(Assigned task): In the entries that follow, repeat exactly the lines from the one that has "thumb cmc: (257, 306)" through the one that has "pinky tip: (253, 192)", but omit pictures.

(Data for processing):
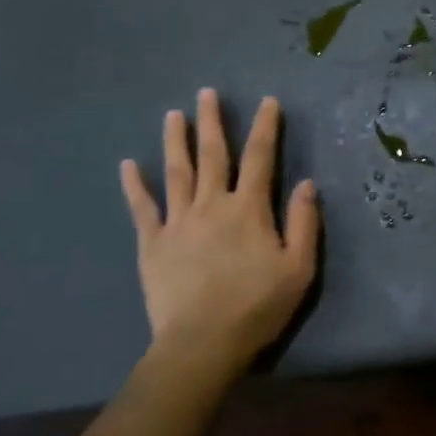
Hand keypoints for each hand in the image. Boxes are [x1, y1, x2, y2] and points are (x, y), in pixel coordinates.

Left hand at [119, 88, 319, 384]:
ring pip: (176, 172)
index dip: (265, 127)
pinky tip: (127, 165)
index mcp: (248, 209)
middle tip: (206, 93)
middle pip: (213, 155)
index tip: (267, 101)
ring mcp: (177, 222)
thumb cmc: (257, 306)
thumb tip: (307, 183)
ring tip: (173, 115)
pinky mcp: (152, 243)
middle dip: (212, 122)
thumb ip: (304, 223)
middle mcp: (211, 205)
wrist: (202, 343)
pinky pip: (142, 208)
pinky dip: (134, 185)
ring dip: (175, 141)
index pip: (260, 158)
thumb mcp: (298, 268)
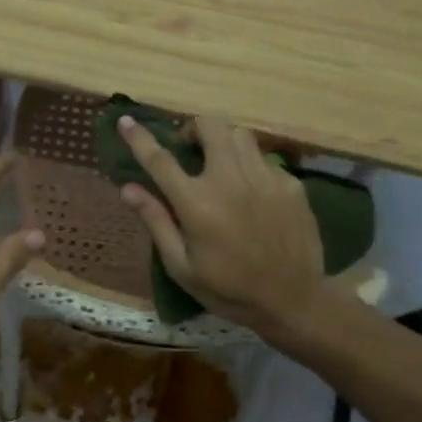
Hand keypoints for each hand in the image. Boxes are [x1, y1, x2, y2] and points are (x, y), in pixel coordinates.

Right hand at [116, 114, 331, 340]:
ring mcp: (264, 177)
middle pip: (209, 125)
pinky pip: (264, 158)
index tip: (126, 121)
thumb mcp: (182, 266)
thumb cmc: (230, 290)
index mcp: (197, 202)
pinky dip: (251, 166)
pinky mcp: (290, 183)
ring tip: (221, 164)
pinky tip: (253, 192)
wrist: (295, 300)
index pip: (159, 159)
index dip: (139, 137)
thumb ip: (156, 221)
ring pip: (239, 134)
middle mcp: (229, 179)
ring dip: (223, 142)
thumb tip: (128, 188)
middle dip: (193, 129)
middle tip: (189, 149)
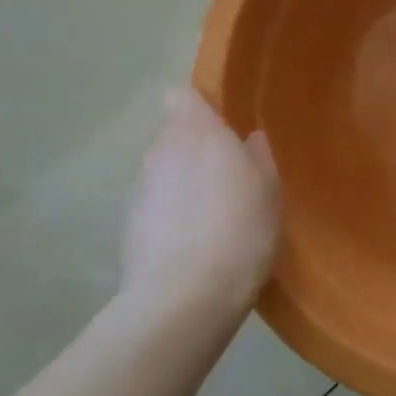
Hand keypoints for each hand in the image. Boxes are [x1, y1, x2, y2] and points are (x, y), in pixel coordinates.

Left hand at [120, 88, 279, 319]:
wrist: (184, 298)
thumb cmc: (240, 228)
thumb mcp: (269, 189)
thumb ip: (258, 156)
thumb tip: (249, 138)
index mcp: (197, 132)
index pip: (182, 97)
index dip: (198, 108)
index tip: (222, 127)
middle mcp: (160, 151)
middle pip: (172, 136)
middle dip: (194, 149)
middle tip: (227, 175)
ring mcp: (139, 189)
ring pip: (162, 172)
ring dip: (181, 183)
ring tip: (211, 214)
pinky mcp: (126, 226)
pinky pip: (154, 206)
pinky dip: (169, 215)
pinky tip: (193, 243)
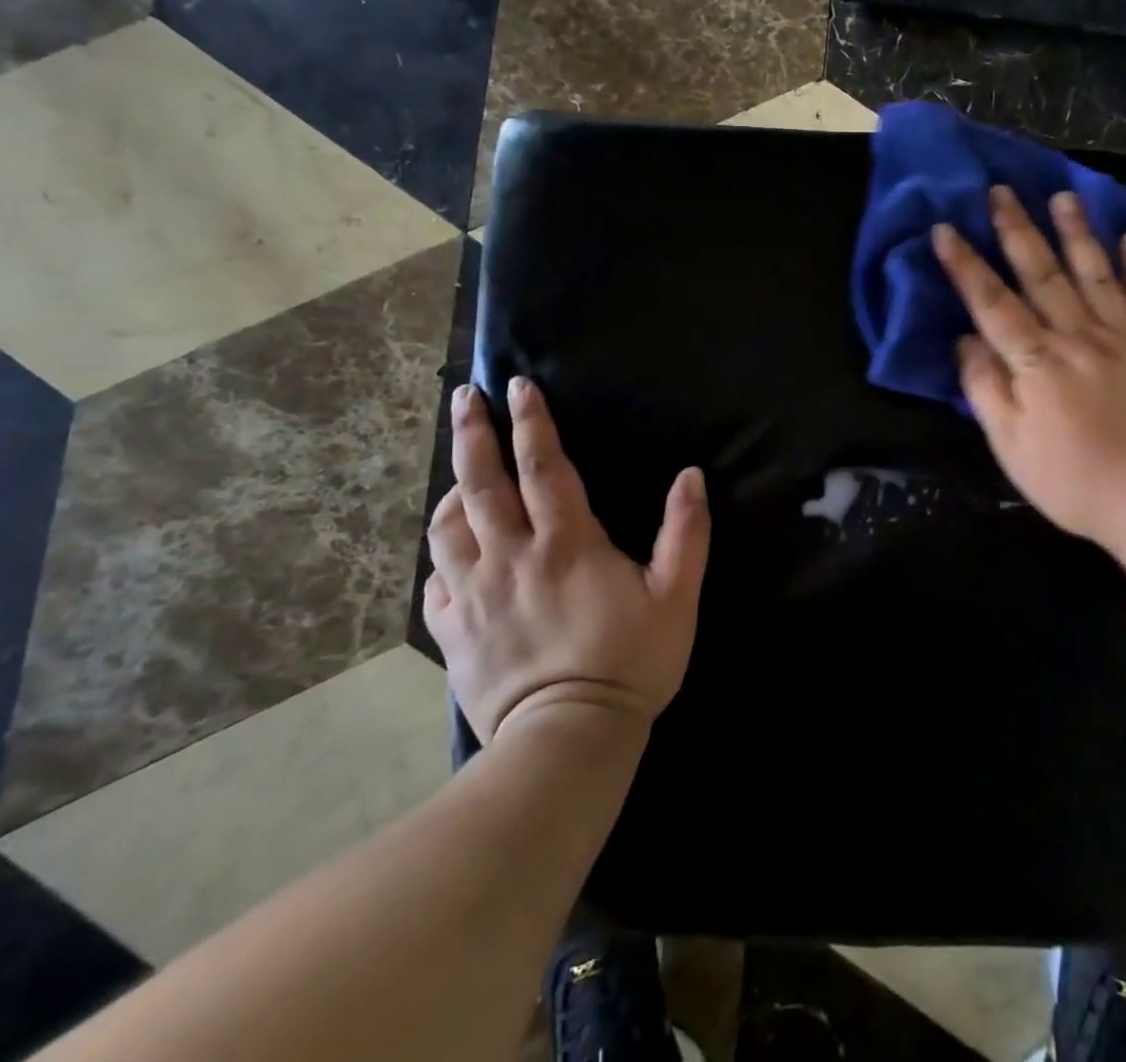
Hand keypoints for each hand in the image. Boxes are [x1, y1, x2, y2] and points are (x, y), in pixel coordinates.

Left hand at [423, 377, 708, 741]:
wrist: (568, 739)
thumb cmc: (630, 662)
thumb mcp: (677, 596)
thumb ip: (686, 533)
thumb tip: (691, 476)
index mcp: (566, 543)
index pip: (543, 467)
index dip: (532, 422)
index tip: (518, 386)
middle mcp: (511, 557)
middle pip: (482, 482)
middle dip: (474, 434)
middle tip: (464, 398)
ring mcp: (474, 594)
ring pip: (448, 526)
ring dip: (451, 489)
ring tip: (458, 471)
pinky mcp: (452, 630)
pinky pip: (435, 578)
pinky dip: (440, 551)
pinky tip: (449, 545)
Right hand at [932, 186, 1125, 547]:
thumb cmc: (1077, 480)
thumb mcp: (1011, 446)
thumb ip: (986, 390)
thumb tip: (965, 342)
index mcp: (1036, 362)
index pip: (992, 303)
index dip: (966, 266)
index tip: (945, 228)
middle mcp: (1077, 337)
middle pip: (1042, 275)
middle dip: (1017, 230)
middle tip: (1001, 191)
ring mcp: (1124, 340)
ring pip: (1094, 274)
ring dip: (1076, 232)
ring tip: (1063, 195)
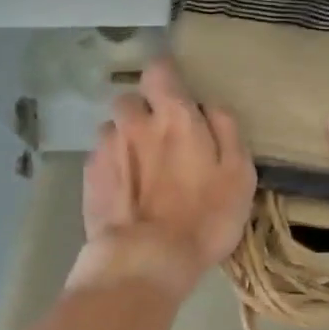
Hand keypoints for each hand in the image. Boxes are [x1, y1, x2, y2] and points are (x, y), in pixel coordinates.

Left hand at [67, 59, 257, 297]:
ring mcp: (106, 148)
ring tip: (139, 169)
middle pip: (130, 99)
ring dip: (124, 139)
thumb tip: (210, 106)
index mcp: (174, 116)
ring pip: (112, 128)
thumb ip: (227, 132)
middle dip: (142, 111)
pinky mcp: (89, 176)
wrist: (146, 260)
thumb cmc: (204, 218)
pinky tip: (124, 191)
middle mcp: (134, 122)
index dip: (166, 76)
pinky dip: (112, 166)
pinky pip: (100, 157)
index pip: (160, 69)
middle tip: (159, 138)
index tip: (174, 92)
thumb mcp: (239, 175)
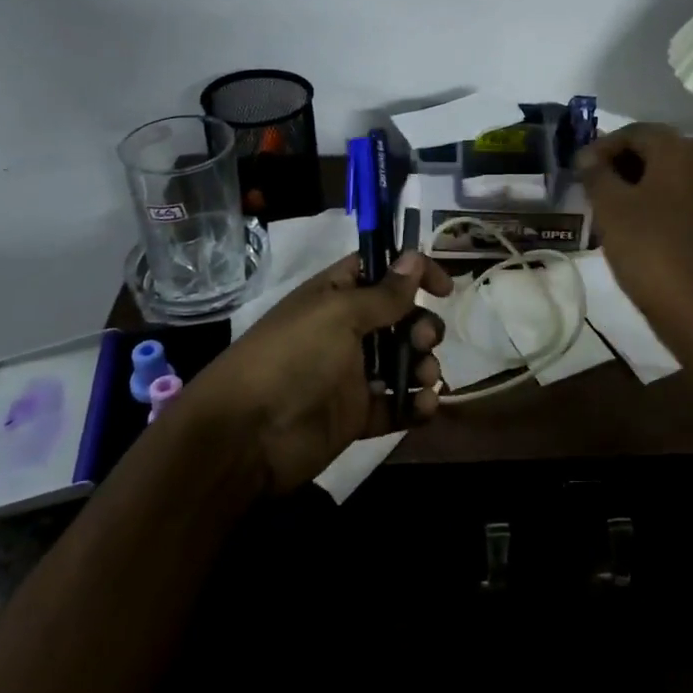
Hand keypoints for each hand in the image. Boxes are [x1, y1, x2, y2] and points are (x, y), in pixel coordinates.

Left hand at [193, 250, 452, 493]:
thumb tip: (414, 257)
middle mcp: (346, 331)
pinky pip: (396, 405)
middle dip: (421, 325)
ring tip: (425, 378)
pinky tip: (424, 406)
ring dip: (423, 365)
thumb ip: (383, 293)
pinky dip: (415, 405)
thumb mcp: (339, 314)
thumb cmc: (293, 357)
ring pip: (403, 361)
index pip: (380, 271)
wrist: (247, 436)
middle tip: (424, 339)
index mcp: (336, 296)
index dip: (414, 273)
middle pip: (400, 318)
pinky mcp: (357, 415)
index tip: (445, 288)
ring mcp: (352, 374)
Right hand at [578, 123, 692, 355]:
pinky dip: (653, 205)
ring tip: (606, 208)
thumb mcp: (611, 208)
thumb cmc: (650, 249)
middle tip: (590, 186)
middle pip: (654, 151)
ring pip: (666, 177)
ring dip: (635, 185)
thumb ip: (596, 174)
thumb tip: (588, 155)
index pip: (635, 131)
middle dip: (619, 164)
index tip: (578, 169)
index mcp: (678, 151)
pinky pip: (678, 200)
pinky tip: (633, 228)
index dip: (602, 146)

(Problem solution):
thumb cmc: (257, 306)
thumb tip: (307, 183)
ring tip: (173, 115)
pinky mcp: (152, 243)
middle dip: (212, 122)
thumb ip: (304, 223)
middle mcp: (211, 205)
wrist: (202, 343)
pinky pip: (142, 208)
pinky dip: (134, 185)
ring dip: (175, 141)
index pip: (260, 158)
thumb mcp: (298, 268)
Hand keypoints for each hand in the image. Boxes are [x1, y1, x2, y2] and points are (x, y), in pixel coordinates.

Right hand at [116, 114, 331, 340]:
ring mcp: (264, 177)
middle pip: (209, 125)
pinky pip: (264, 158)
index tip: (126, 121)
thumb mcp: (182, 266)
thumb cmc: (230, 290)
index mcp: (197, 202)
pinky dip: (251, 166)
pinky mcp: (290, 183)
ring tip: (221, 164)
pinky tip: (253, 192)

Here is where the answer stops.